Laughter can be a lifesaver. Awkward moments are relieved by a good chuckle and memories are made because “the funniest thing happened.” There’s simply nothing better than a good laugh – the kind that makes your face hurt and your eyes tear up. It’s no surprise, then, to learn there’s truth in the adage that laughter is the best medicine.
Psychologist Gerald J. Ellison, Ph.D., of Tulsa’s Cancer Treatment Centers of America believes his patients bring several powerful resources with them to their treatment process, laughter being one of them.
“When we engage in laughter, especially the deeper belly laughter in response to something funny or we simply simulate the behavior of such laughter, we stimulate the immune system to produce cells that help keep the body healthy or help it heal,” says Ellison. “Such experiences create a state of eustress, which is a state that produces positive or healthy emotions.”
According to Ellison, research associates these emotions with a variety of health benefits including an increase in T-Cells that fight bacteria and an increase in the production of immunoglobulin “A”—an antibody that helps fight upper respiratory infections. Laughter also decreases stress hormones, which suppress immune functions.
“To say the least, there’s a lot of data that tell us several physiological and psychological factors are in play when we have those belly laughs that make laughter a ‘medicine’ that is free, enjoyable and effective,” says Ellison. “Laughter does not replace appropriate cutting-edge medical technologies, which we use, but it can be an important personal resource in a patient’s healing journey.”

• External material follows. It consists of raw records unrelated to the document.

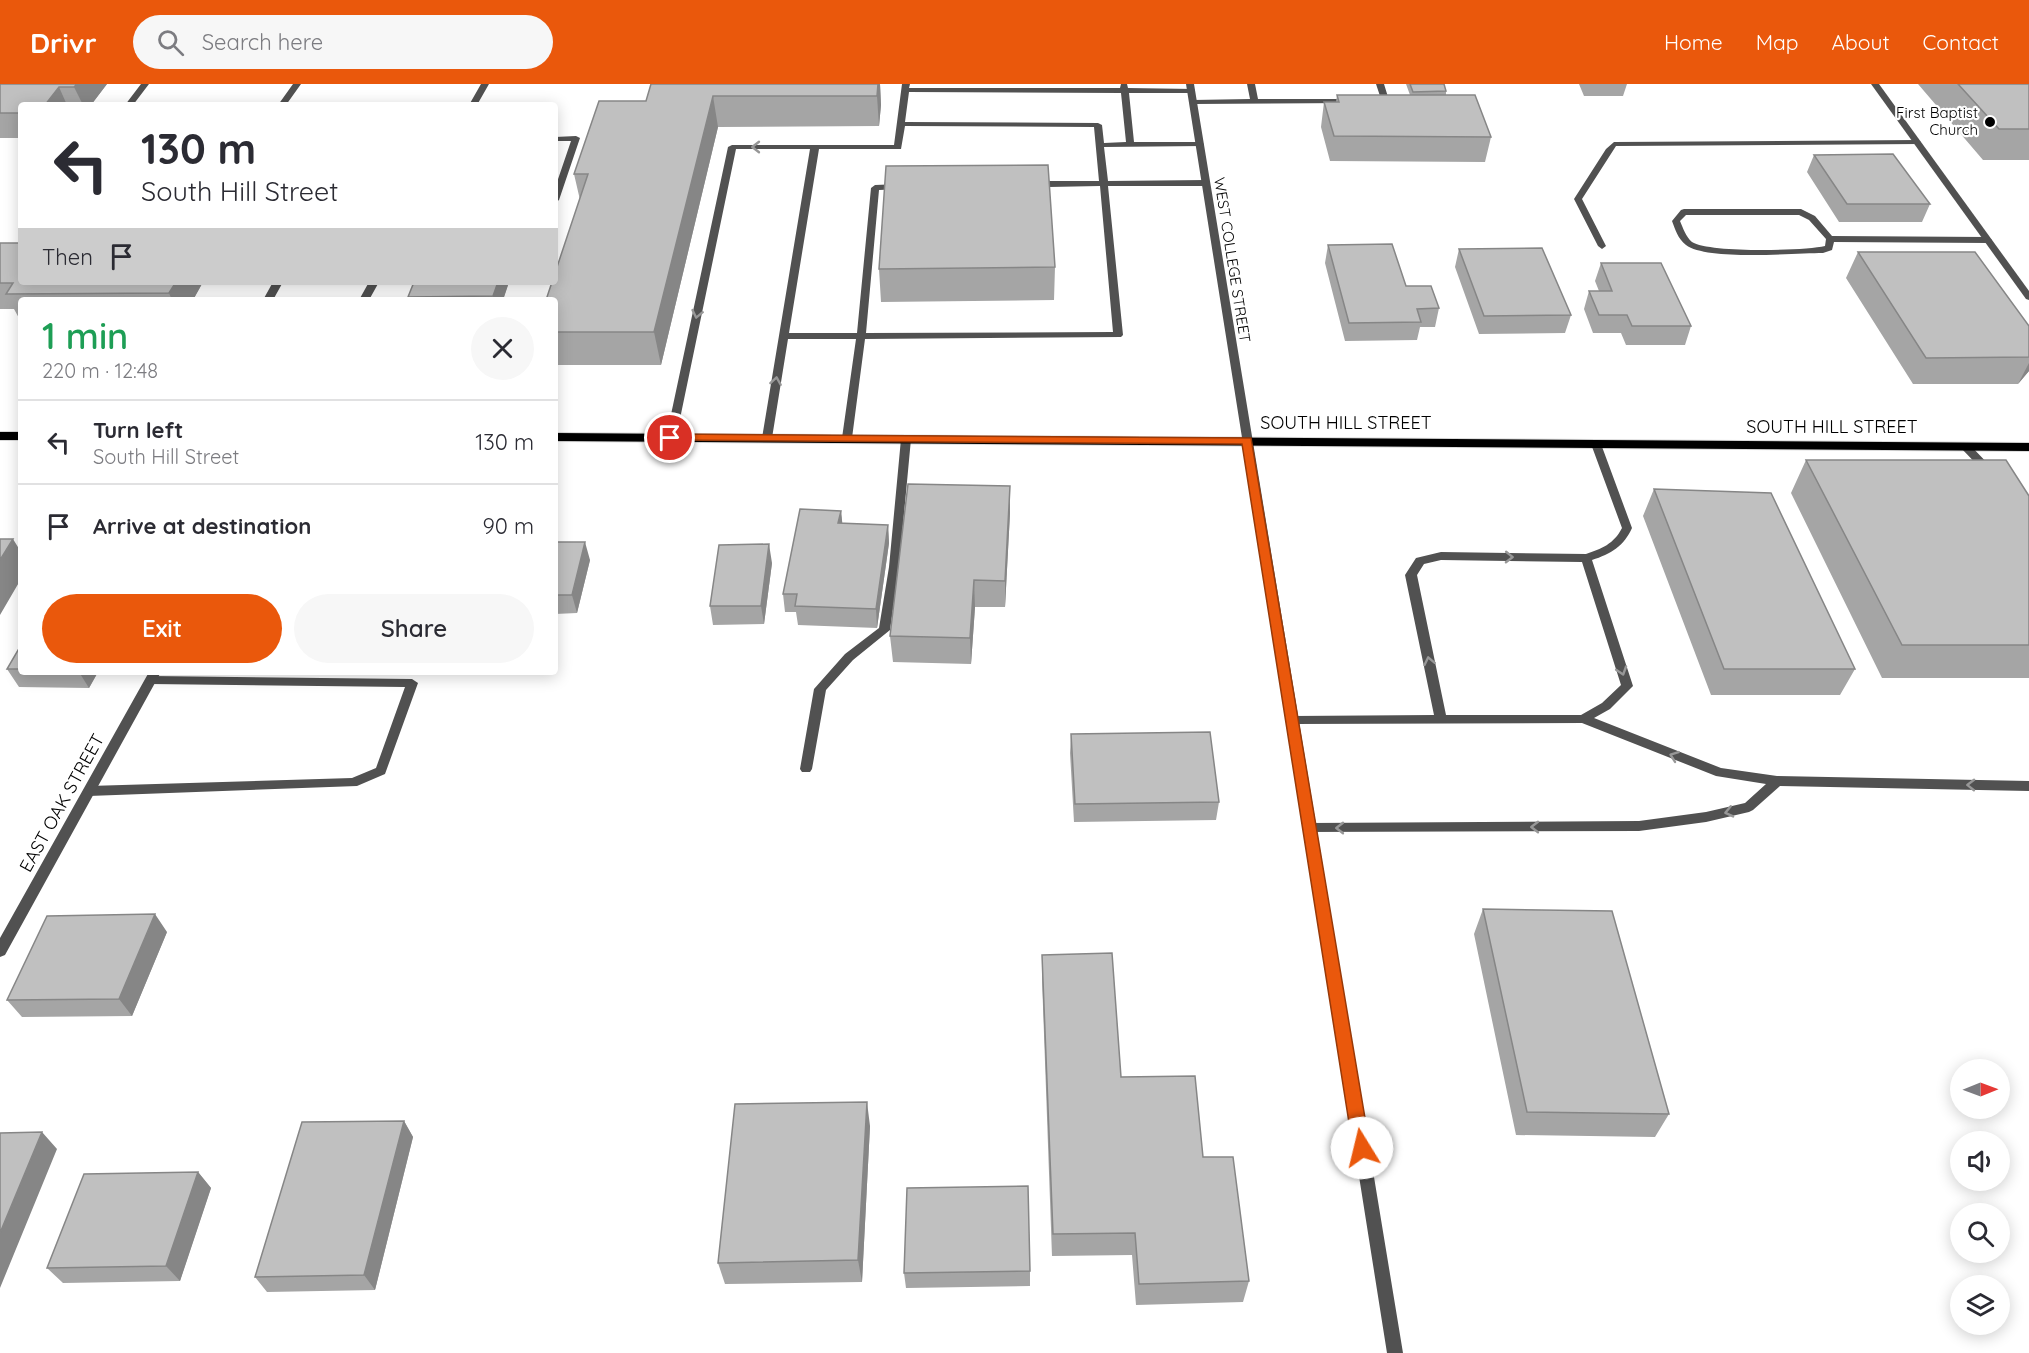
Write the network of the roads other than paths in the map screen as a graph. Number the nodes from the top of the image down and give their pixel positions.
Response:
1 (145, 84) edge
2 (297, 84) edge
3 (485, 84) edge
4 (1251, 84) edge
5 (1380, 84) edge
6 (1875, 84) edge
7 (906, 87) edge
8 (1124, 87) edge
9 (1190, 88) edge
10 (1254, 101) junction
11 (131, 102) edge
12 (284, 102) edge
13 (475, 102) edge
14 (1193, 102) junction
15 (901, 124) junction
16 (558, 139) edge
17 (1917, 142) junction
18 (1200, 144) junction
19 (1100, 145) junction
20 (1130, 145) junction
21 (815, 147) junction
22 (1029, 176) edge
23 (1206, 183) junction
24 (1049, 184) junction
25 (1103, 184) junction
26 (909, 187) edge
27 (558, 188) edge
28 (1040, 188) edge
29 (1830, 239) junction
30 (1988, 240) junction
31 (1602, 246) dead end
32 (2029, 297) edge
33 (784, 336) junction
34 (861, 336) junction
35 (0, 436) edge
36 (18, 436) edge
37 (558, 437) edge
38 (670, 438) junction
39 (767, 438) junction
40 (847, 438) junction
41 (906, 439) junction
42 (1247, 441) junction
43 (1596, 444) junction
44 (1965, 446) junction
45 (2029, 447) edge
46 (1994, 476) edge
47 (1586, 558) junction
48 (153, 676) edge
49 (1441, 718) junction
50 (1583, 719) junction
51 (1293, 720) junction
52 (806, 769) dead end
53 (1777, 781) junction
54 (2029, 786) edge
55 (89, 790) junction
56 (1309, 828) junction
57 (0, 951) edge
58 (1395, 1353) edge

1 - 11 street
2 - 12 street
3 - 13 street
4 - 10 street
5 - 10 street
6 - 17 street
7 - 8 street
7 - 15 street
8 - 9 street
8 - 20 street
9 - 14 street, WEST COLLEGE STREET
10 - 14 street
14 - 18 street, WEST COLLEGE STREET
15 - 19 street
15 - 21 street
16 - 27 street
17 - 30 street
17 - 31 street
18 - 20 street
18 - 23 street, WEST COLLEGE STREET
19 - 20 street
19 - 25 street
21 - 33 street
21 -> 38 street
22 - 24 street
23 - 25 street
23 - 42 street, WEST COLLEGE STREET
24 - 25 street
24 - 28 street
25 - 34 street
26 - 34 street
29 - 29 street
29 - 30 street
30 - 32 street
33 - 34 street
39 -> 33 street
34 - 40 street
35 - 36 main road
37 - 38 main road, SOUTH HILL STREET
38 - 39 main road, SOUTH HILL STREET
39 - 40 main road, SOUTH HILL STREET
40 - 41 main road, SOUTH HILL STREET
41 - 42 main road, SOUTH HILL STREET
41 - 52 street
42 - 43 main road, SOUTH HILL STREET
42 - 51 street, WEST COLLEGE STREET
43 - 44 main road, SOUTH HILL STREET
43 - 47 street
44 - 45 main road, SOUTH HILL STREET
44 - 46 street
49 -> 47 street
47 -> 50 street
48 - 55 street, EAST OAK STREET
48 - 55 street
49 - 50 street
49 - 51 street
53 -> 50 street
51 - 56 street, WEST COLLEGE STREET
54 -> 53 street
53 -> 56 street
55 - 57 street, EAST OAK STREET
56 - 58 street, WEST COLLEGE STREET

To help patients along, CTCA offers them a weekly laughter class to not only boost their spirits but also to reduce anxiety, which wastes precious energy and suppresses the immune system.
“Remember, life sometimes throws us a lemon. Whether or not the sour taste of the lemon dominates will be determined by our perspective on the possibilities available to us,” says Ellison. “Laughter can be an important force in helping us cultivate an optimistic perspective and practices that foster health and healing, and will help turn that lemon into lemonade.”
Fake vs. Real
What may surprise you is that whether you’re genuinely laughing or just going through the motions, you still get the same health benefits.
“Our body doesn’t seem to know the difference between simulated laughter and stimulated laughter. We experience the benefits of laughter whether it is simulated or actually stimulated by something funny,” says Dr. Gerald Ellison of Cancer Treatment Centers of America.
“In fact, if you begin to simulate or go through the motions of laughter, including making the sounds and generating the movements, it is likely to result in actually causing yourself to begin genuinely laughing.”
Ellison suggests setting aside a “laughter room” or area in your home to help permanently establish laughter into your daily life. Also, consider reading and sharing funny stories and jokes or watching funny movies to help lighten the mood.
“We encourage patients and caregivers to actually decide on times they want to enjoy laughter and to engage in both simulated and stimulated laughter,” he says. “Getting the benefits of the behavior is the real focus.”